Sanitize User Data from YTDL-generated JSON Metadata File #119

hunter0002 · 2020-06-07T19:09:48Z

Currently, the youtube-dl JSON uploaded to archive.org includes various metadata, including the full directory name of the video file and googlevideo.com source URLs. With default settings this leaks the user's home directory name and his/her OS, and often his/her IP address as well. tubeup also does not inform the user that the data will be stored publicly on archive.org.

Either:

tubeup should inform the user that identifying data is going to be made public
tubeup should somehow remove the identifying data from the JSON generated by youtube-dl

vxbinaca · 2020-06-07T20:19:33Z

Also your issue isn't correct, this isn't our problem but youtube-dls. We don't actually create the JSON metadata, that program does.

vxbinaca · 2020-06-07T20:20:24Z

@brandongalbraith thoughts?

hunter0002 · 2020-06-07T20:26:20Z

Also your issue isn't correct

thanks, I've corrected the issue description

vxbinaca · 2020-06-07T20:28:41Z

My testing with youtube-dl shows JSON is a all or nothing affair. We need JSON to both preserve important metadata, both for preservation and for the items creation. Youcan't just tell youtube-dl to not collect the filename. You need to take this to them, it's not our issue. I don't want to get into the habit of post-processing metadata.

Closing, but I'm going to add a warning on the README.

vxbinaca · 2020-06-07T20:58:30Z

This may have to do with how we point the file to a certain directory. it's not reproducing the full directory when I separately generate JSON with youtube-dl.

@jjjake Would you suggest handling this on our end (somehow) or y'all stripping directory information as apart of the deriving process?

hunter0002 · 2020-06-07T21:01:55Z

The JSON generated by tubeup's youtube-dl download does also seem to expose some other identifying information, for example the URLs contain the user's IP address. This doesn't seem to happen for all requests.
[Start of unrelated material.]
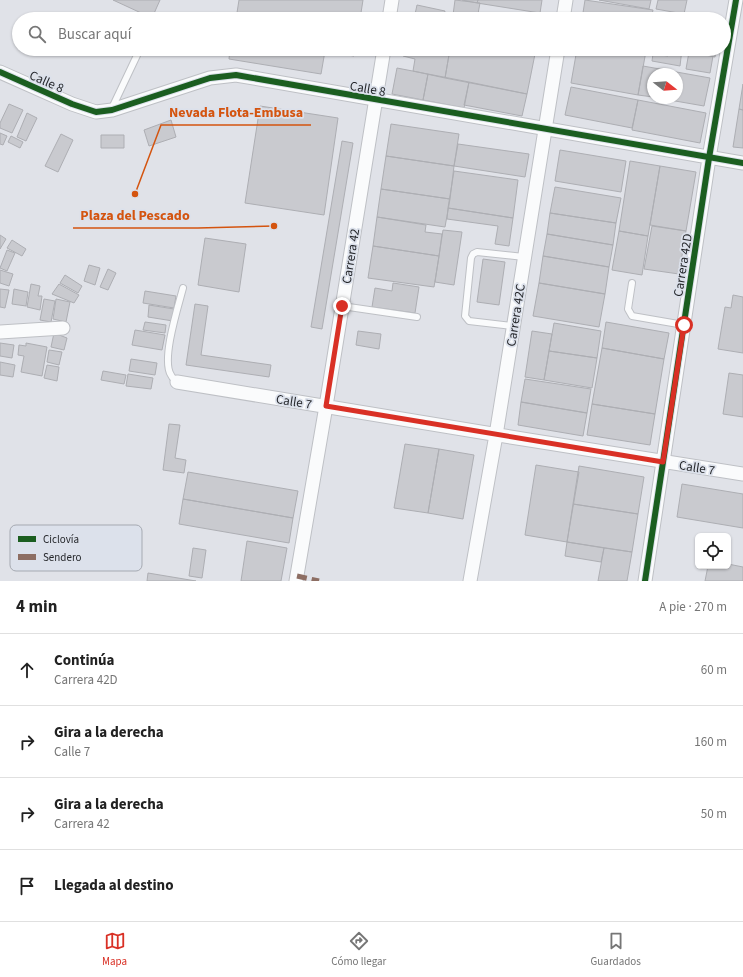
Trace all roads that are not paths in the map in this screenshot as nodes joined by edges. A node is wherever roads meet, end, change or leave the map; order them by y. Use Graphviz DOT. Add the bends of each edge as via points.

"formats": [{"format_id": "249", "url": "[...]googlevideo.com[...]ip=xxx.xxx.xxx.xxx

vxbinaca · 2020-06-07T21:02:48Z

The tubeup JSON does also seem to expose some other identifying information, for example the URLs contain the user's IP address, but I couldn't reproduce this with youtube-dl. Not sure why

Thats not our JSON, also please start properly indenting examples so we can see what you're talking about.
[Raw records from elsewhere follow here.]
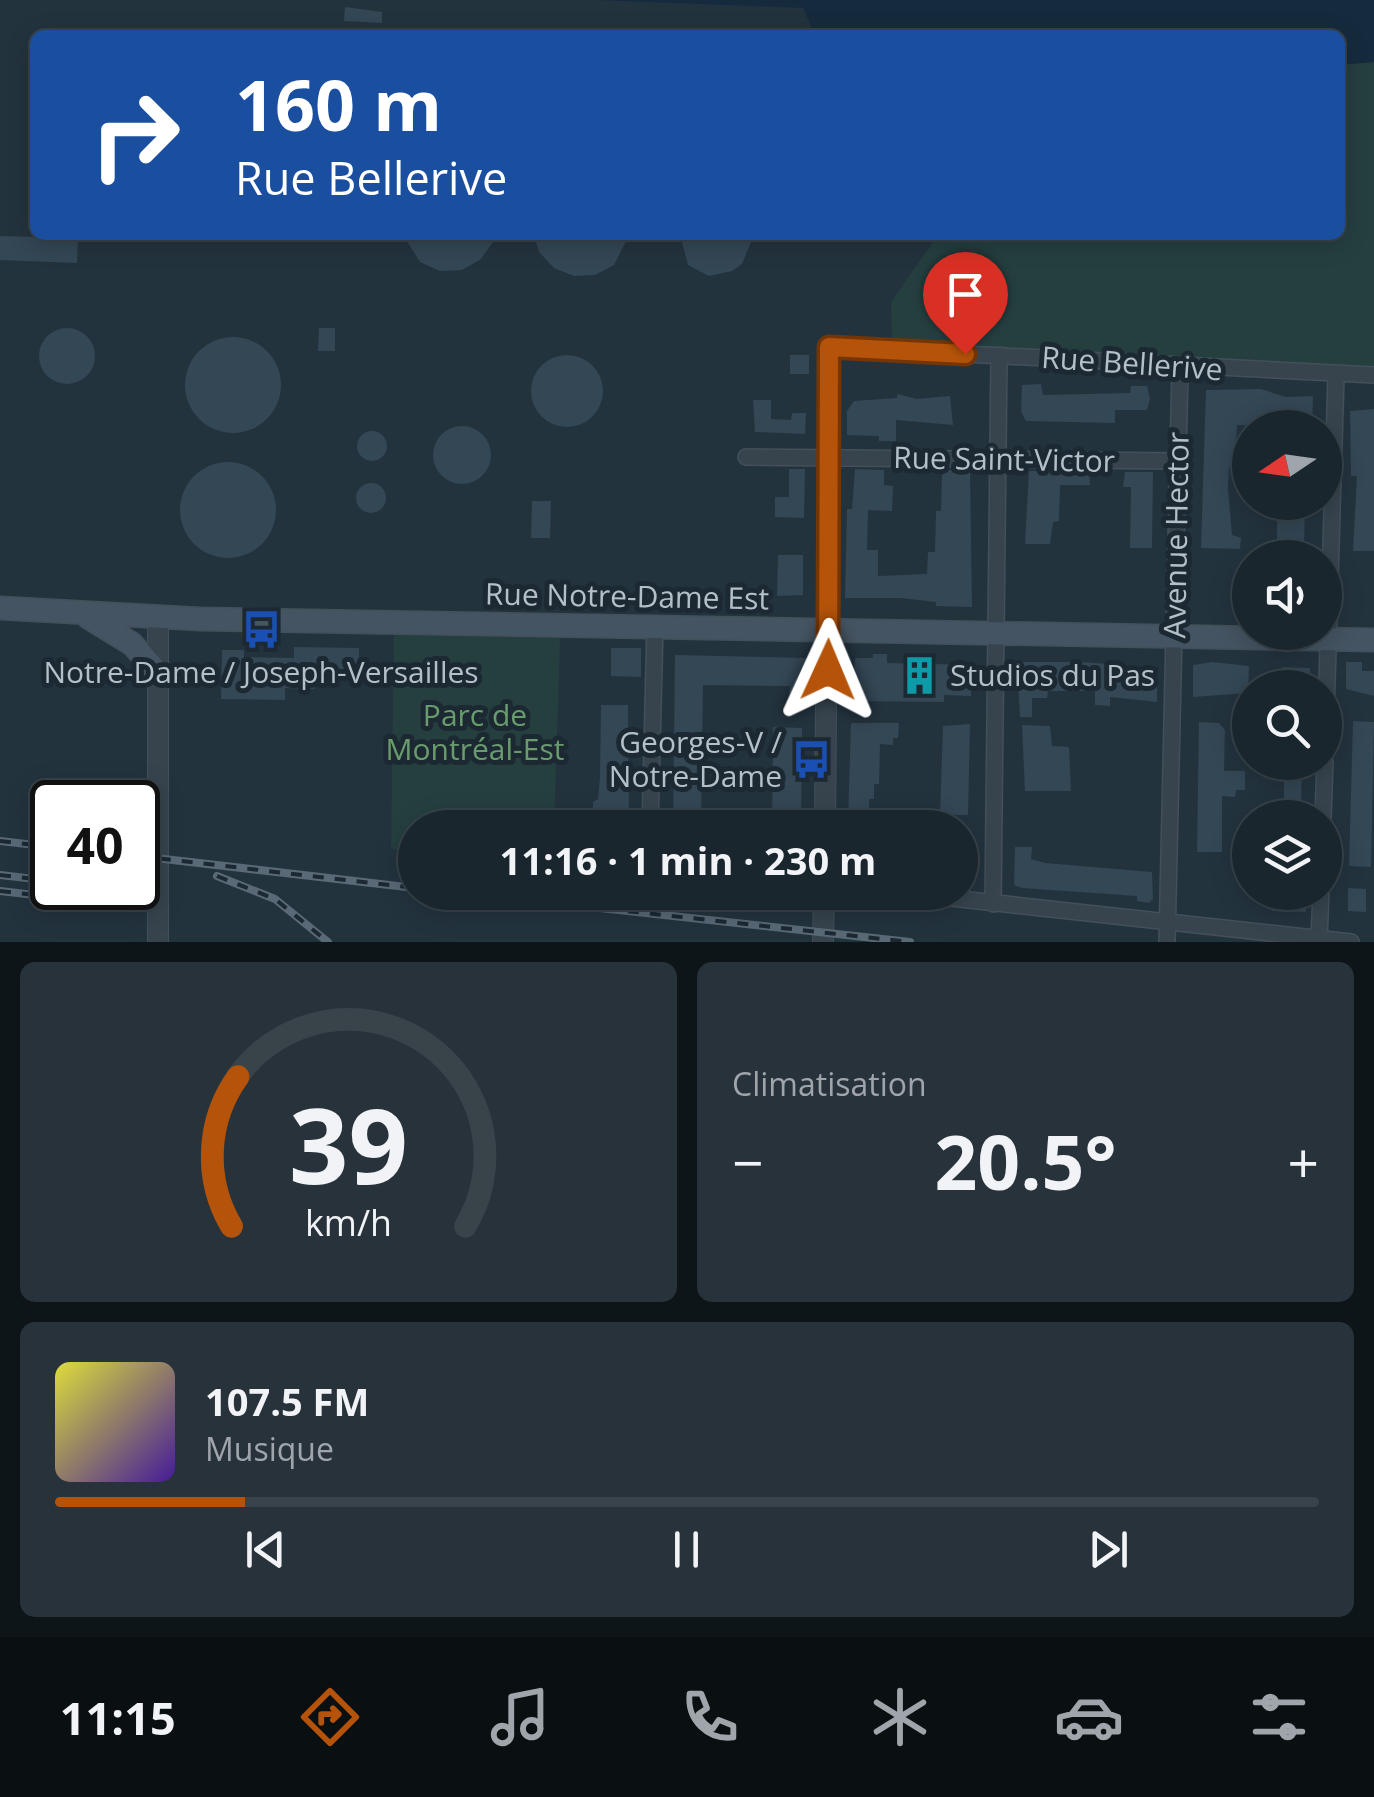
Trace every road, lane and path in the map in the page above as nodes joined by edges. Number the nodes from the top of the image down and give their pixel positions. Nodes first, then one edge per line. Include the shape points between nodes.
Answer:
1 (829, 347) joint
2 (999, 355) junction
3 (1180, 368) junction
4 (1374, 375) edge
5 (1336, 376) junction
6 (746, 457) dead end
7 (999, 458) junction
8 (829, 459) junction
9 (1178, 461) junction
10 (1331, 540) edge
11 (0, 608) edge
12 (85, 615) junction
13 (158, 618) junction
14 (656, 627) junction
15 (829, 630) junction
16 (996, 632) junction
17 (1175, 636) junction
18 (1232, 637) edge
19 (1342, 639) edge
20 (1374, 640) edge
21 (158, 673) junction
22 (651, 810) edge
23 (825, 810) edge
24 (978, 902) edge
25 (993, 904) junction
26 (824, 910) edge
27 (1321, 910) edge
28 (1168, 922) junction
29 (1320, 939) junction
30 (158, 942) edge
31 (823, 942) edge
32 (1167, 942) edge
33 (1352, 942) edge

1 - 2 street, Rue Bellerive
1 - 8 street
2 - 3 street, Rue Bellerive
2 - 7 street
3 - 5 street, Rue Bellerive
3 - 9 street, Avenue Hector
4 - 5 street, Rue Bellerive
5 - 10 street
6 - 8 street, Rue Saint-Victor
7 - 8 street, Rue Saint-Victor
7 - 9 street, Rue Saint-Victor
7 - 16 street
8 - 15 street
9 - 17 street, Avenue Hector
11 - 12 main road, Rue Notre-Dame Est
12 - 13 main road, Rue Notre-Dame Est
12 - 21 main road via 132,644
13 - 14 main road, Rue Notre-Dame Est
13 - 21 street
14 - 15 main road, Rue Notre-Dame Est
14 - 22 street
15 - 16 main road, Rue Notre-Dame Est
15 - 23 street
16 - 17 main road, Rue Notre-Dame Est
16 - 25 street
17 - 18 main road, Rue Notre-Dame Est
17 - 28 street, Avenue Hector
19 - 20 main road, Rue Notre-Dame Est
21 - 30 street
24 - 25 street
25 - 28 street
26 - 31 street
27 - 29 street
28 - 29 street
28 - 32 street, Avenue Hector
29 - 33 street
hunter0002 · 2020-06-07T21:07:53Z

I've tried to make the wording clearer. I'm not sure if it's related to the ip key/value being part of the URL only for certain googlevideo.com requests.
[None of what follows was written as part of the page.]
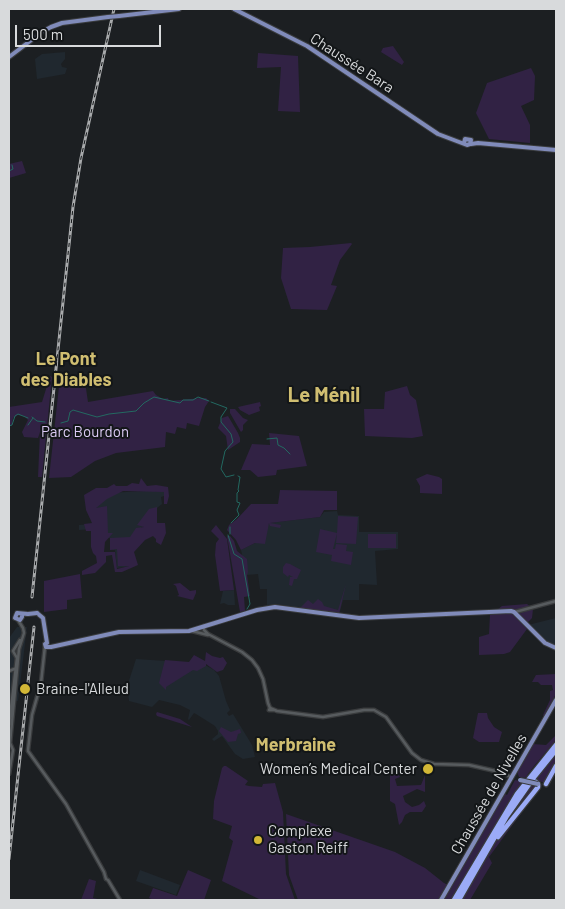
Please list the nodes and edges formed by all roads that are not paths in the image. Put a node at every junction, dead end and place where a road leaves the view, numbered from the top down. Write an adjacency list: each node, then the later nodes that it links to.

vxbinaca · 2020-06-07T21:08:51Z

The JSON generated by tubeup's youtube-dl download does also seem to expose some other identifying information, for example the URLs contain the user's IP address, but I couldn't reproduce this with regular youtube-dl. Not sure why

"formats": [{"format_id": "249", "url": "[...]googlevideo.com[...]ip=xxx.xxx.xxx.xxx

That looks like the IP address resolved from Youtube, not you. So not a major problem. The directory thing is a minor problem that can either be done in a code fix (send a pull request) or on IAs end.

Hiding that IP makes it so I can't WHOIS to check for sure.

hunter0002 · 2020-06-07T21:12:23Z

I can confirm it's my IP address, I tested with both searching DuckDuckGo for "ip" and running dig @resolver1.opendns.com ANY myip.opendns.com +short.

vxbinaca · 2020-06-07T21:38:52Z

I concur, youtube-dl prints the public IP address and user directory of the video file. The directory thing, not a huge issue but a issue. IP, thats a larger problem.

Submit a pull request with a fix and I'll test.

hunter0002 · 2020-06-07T21:43:07Z

I can't write in Python so unfortunately I'll have to leave a PR to someone else.

vxbinaca · 2020-06-07T21:44:01Z

Neither can I. This goes beyond my skillset of minor tweaks.

brandongalbraith · 2020-06-10T01:51:39Z

Sorry I'm late, was in the mountains for a bit. Investigating sanitizing the JSON meta of anything that could be considered sensitive.

@vxbinaca Anyone chatting with IA patron services yet about this? The number of JSON files out there from tubeup is significant, and that personal data leaked in the metadata can't be left hanging out there forever

brandongalbraith · 2020-06-10T02:19:48Z

@vxbinaca @hunter0002 Dropped some context in ytdl-org/youtube-dl#25576, asked if the youtube-dl folks are willing to sanitize the data (which is preferable versus future metadata spot checks and sanitization updates on our end). If not, should be trivial for us to regex out the IP addresses from the format links and drop the _filename k/v entirely.

vxbinaca · 2020-06-10T17:16:52Z

Sorry I'm late, was in the mountains for a bit. Investigating sanitizing the JSON meta of anything that could be considered sensitive.

@vxbinaca Anyone chatting with IA patron services yet about this? The number of JSON files out there from tubeup is significant, and that personal data leaked in the metadata can't be left hanging out there forever

You have to sanitize v6 IPs too which is more complex. Doing the paths is easier.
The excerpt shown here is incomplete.